■ **Information provided**:
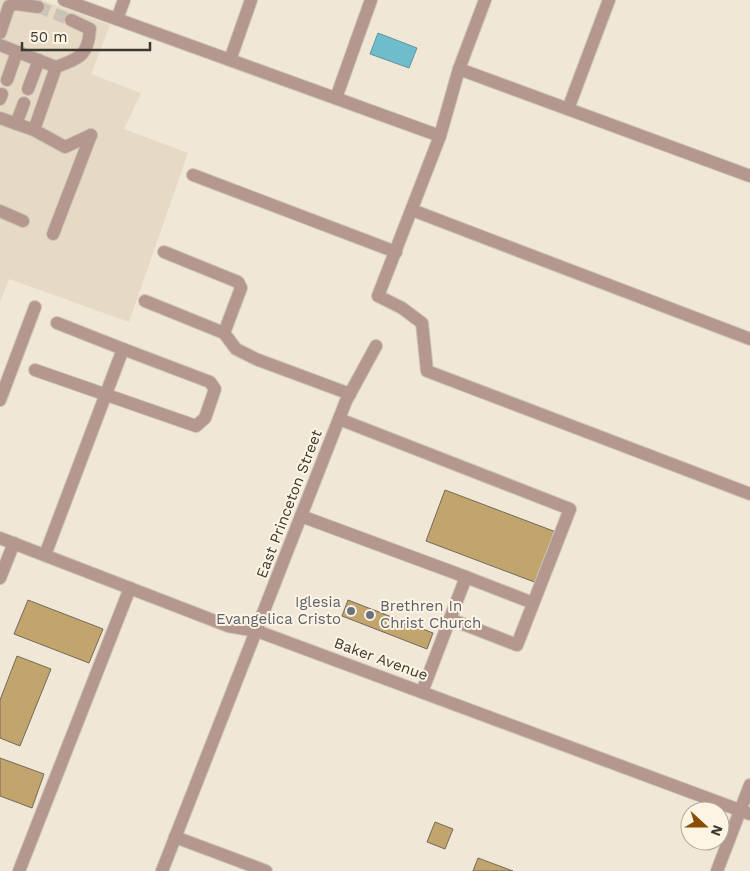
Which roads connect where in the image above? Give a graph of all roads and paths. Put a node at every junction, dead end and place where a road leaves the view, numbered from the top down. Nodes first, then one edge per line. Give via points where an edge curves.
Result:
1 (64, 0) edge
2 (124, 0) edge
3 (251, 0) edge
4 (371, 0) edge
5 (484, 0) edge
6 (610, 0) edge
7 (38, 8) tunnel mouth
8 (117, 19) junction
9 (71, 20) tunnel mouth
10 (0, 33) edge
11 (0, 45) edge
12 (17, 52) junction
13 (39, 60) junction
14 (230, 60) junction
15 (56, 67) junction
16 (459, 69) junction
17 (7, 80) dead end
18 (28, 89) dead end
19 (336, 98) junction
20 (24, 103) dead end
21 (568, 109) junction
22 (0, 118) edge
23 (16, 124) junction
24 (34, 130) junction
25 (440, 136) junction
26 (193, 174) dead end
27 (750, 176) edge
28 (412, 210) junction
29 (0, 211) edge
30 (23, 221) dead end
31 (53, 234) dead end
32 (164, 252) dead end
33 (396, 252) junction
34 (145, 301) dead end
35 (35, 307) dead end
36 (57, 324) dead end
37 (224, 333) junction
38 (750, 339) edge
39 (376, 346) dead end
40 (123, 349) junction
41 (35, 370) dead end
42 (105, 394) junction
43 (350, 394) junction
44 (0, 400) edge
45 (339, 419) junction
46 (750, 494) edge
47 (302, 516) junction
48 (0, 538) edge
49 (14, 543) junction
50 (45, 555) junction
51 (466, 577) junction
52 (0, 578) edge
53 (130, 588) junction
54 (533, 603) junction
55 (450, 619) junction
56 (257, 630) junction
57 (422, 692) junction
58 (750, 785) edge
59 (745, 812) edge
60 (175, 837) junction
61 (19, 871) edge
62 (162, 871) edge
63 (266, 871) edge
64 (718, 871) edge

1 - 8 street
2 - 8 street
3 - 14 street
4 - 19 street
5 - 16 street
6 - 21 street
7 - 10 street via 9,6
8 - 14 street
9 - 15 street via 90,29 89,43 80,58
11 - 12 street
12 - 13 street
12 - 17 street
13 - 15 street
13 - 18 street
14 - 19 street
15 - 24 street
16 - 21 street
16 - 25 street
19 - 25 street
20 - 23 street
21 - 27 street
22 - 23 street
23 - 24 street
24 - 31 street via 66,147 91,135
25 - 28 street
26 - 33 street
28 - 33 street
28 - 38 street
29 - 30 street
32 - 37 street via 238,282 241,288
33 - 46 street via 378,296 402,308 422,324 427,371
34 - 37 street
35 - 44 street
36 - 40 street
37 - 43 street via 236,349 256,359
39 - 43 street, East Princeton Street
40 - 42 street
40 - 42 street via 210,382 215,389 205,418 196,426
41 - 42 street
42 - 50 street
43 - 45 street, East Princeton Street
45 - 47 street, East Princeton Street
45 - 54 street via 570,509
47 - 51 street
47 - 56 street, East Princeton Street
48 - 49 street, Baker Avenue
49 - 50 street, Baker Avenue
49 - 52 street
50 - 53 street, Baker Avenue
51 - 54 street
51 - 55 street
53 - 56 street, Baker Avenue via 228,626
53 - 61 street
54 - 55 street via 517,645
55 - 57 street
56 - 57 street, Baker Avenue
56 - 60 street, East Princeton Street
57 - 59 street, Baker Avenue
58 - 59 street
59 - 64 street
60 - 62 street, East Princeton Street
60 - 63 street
==
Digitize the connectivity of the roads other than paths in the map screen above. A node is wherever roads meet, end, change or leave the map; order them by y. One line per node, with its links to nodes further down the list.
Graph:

■ **Your goal**: From the listing above, return every line that carries the string "roads".

■ **Exercise output**:
Which roads connect where in the image above? Give a graph of all roads and paths. Put a node at every junction, dead end and place where a road leaves the view, numbered from the top down. Nodes first, then one edge per line. Give via points where an edge curves.
Digitize the connectivity of the roads other than paths in the map screen above. A node is wherever roads meet, end, change or leave the map; order them by y. One line per node, with its links to nodes further down the list.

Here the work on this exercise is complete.